TASK DETAILS:
From the entries below, pull out each line where "read" appears.

[SUPPLIED RECORDS Boundary: Start]

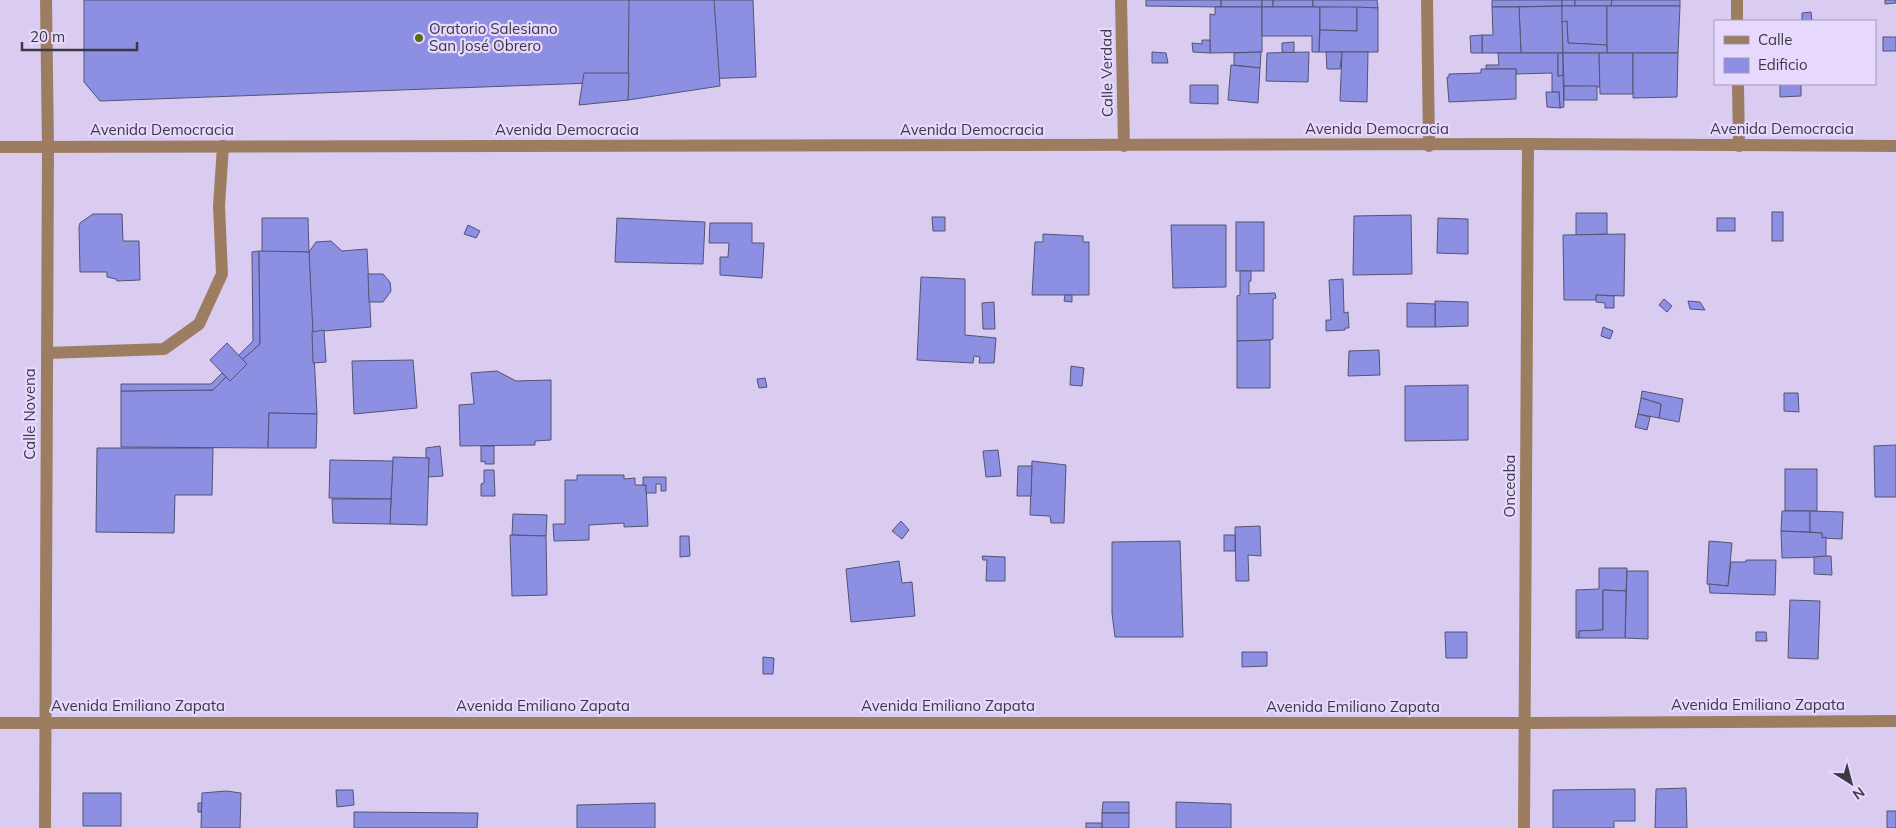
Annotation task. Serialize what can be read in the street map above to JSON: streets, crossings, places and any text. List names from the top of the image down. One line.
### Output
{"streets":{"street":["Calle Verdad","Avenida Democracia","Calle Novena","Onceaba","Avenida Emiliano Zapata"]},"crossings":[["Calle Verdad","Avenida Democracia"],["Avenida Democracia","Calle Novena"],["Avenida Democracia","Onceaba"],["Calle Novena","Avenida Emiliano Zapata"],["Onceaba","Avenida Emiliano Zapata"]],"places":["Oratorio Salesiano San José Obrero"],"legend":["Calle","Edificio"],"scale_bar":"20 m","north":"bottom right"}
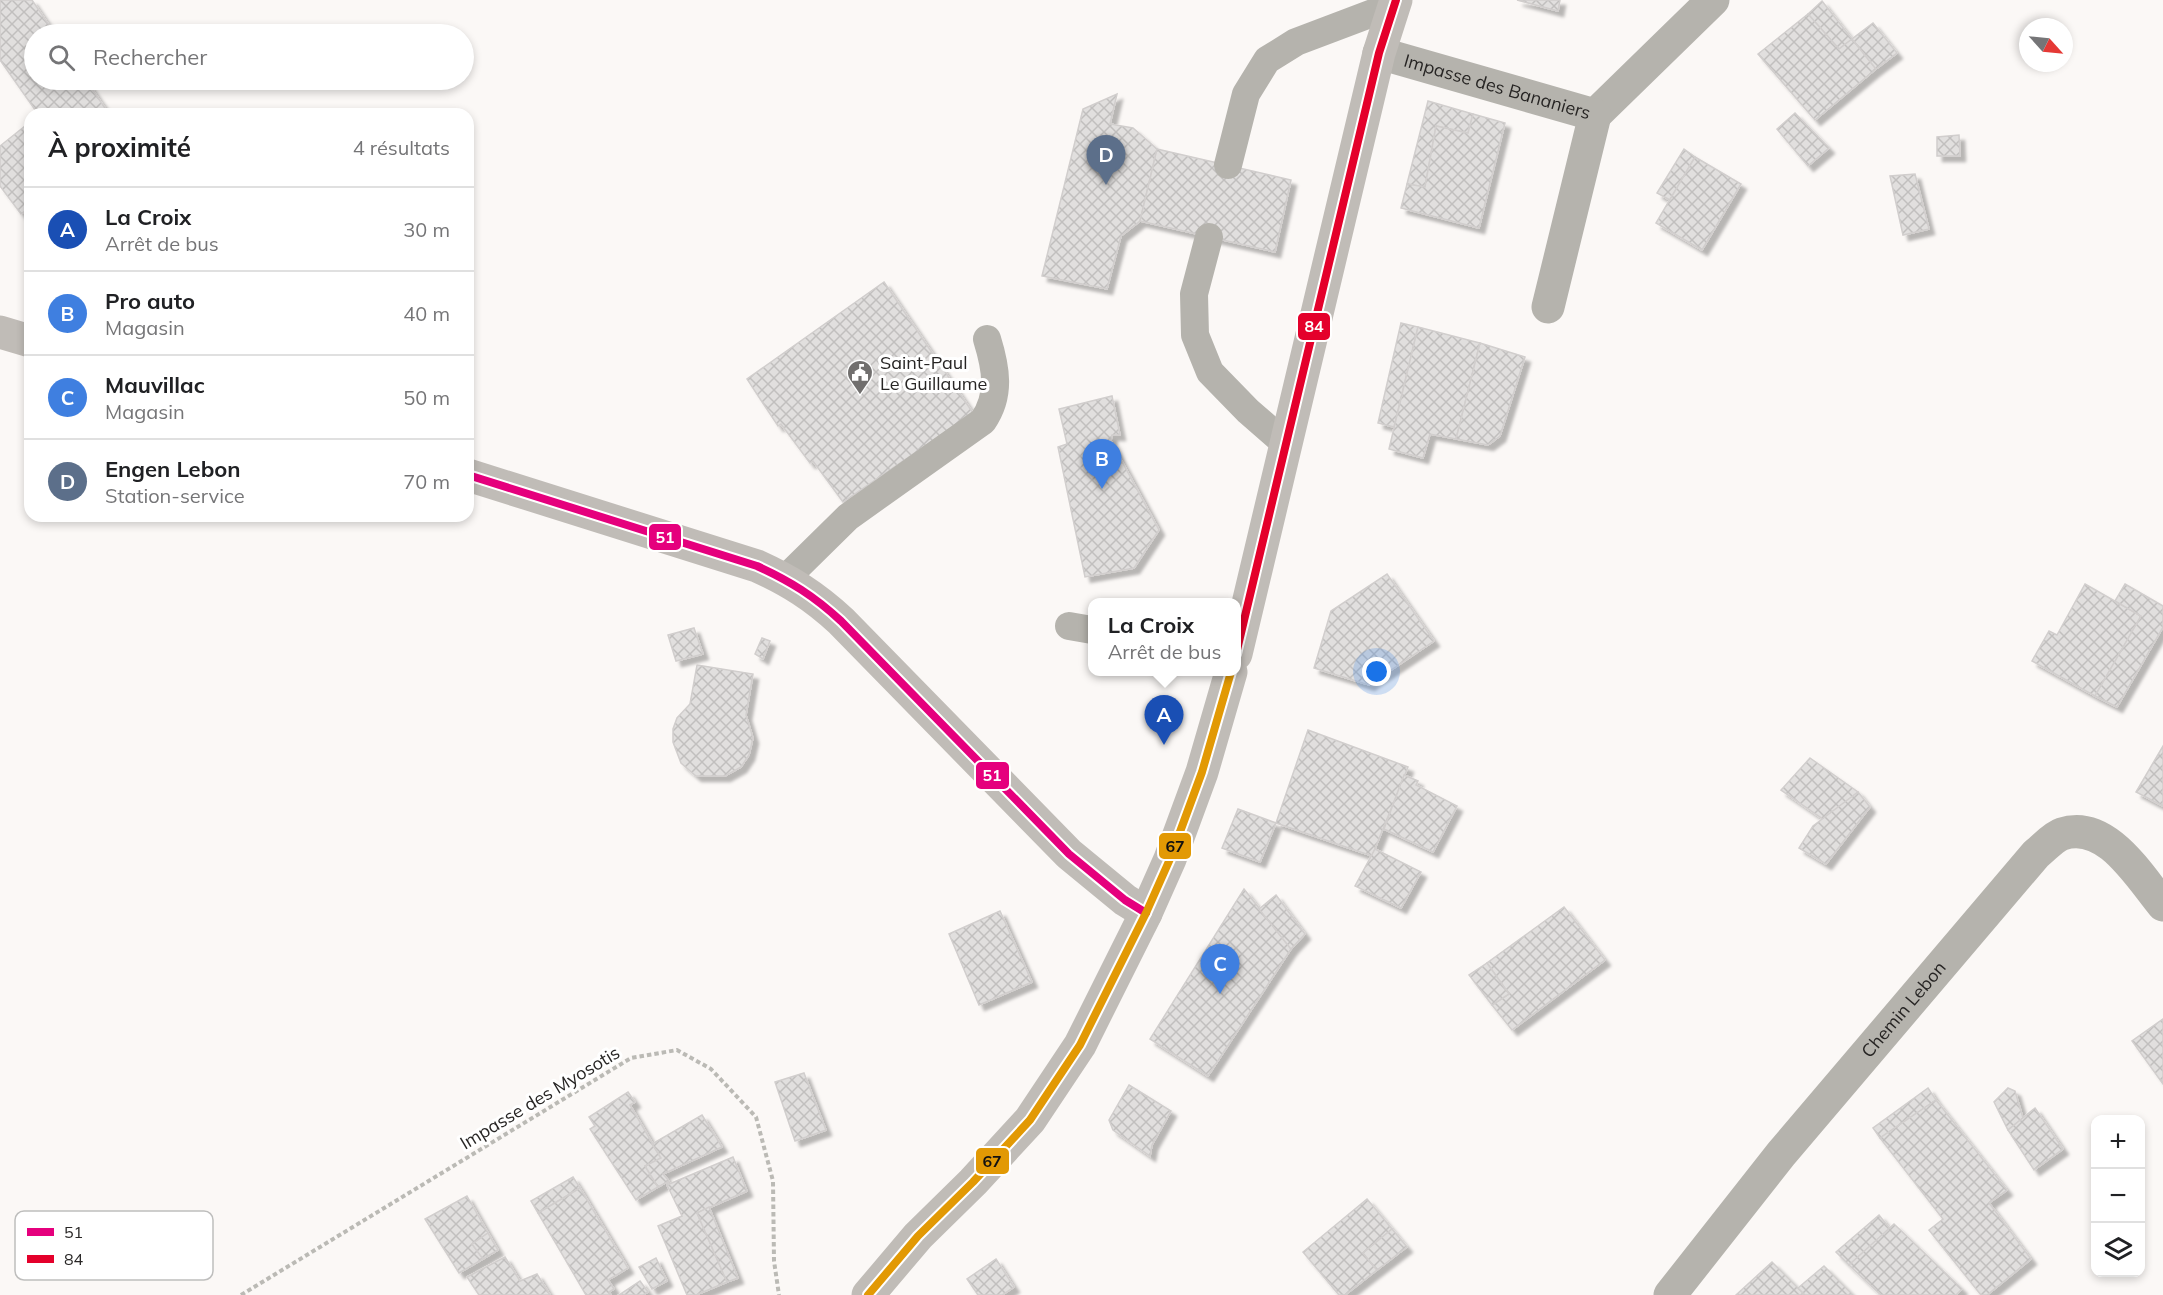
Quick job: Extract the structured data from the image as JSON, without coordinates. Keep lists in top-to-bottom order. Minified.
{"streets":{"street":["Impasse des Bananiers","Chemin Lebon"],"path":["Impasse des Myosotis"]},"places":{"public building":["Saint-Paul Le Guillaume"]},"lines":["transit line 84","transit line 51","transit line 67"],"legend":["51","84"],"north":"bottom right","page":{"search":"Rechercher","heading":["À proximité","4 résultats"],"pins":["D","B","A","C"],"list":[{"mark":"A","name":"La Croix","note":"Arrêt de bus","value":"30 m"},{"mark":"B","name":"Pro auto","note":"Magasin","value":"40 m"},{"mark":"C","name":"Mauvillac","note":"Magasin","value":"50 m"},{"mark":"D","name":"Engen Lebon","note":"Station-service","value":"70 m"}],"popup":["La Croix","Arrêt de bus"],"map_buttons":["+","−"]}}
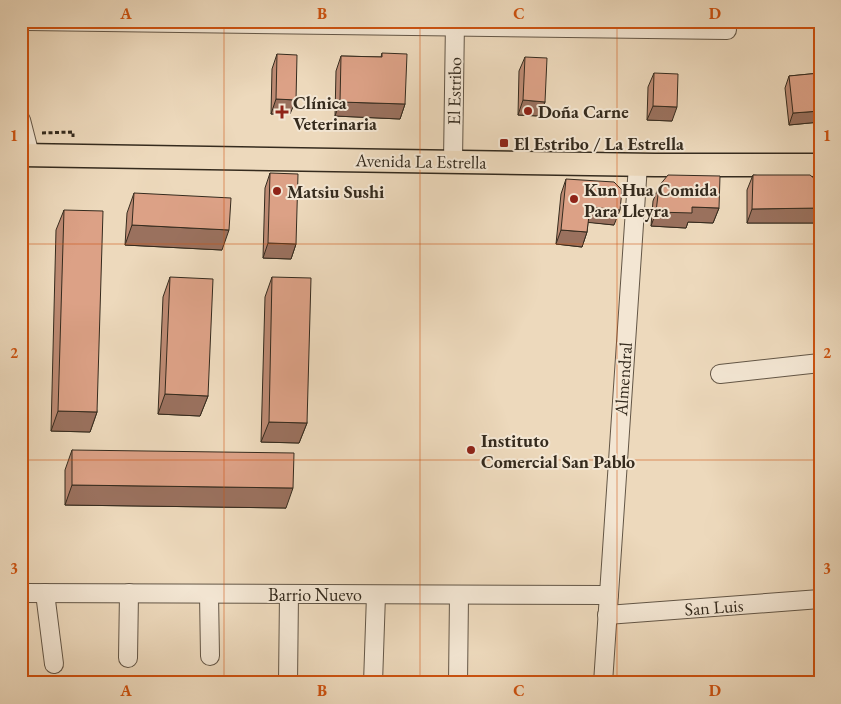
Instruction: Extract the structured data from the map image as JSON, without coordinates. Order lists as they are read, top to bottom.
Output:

[SUPPLIED RECORDS Boundary: End]

ANSWER:
Annotation task. Serialize what can be read in the street map above to JSON: streets, crossings, places and any text. List names from the top of the image down. One line.
Instruction: Extract the structured data from the map image as JSON, without coordinates. Order lists as they are read, top to bottom.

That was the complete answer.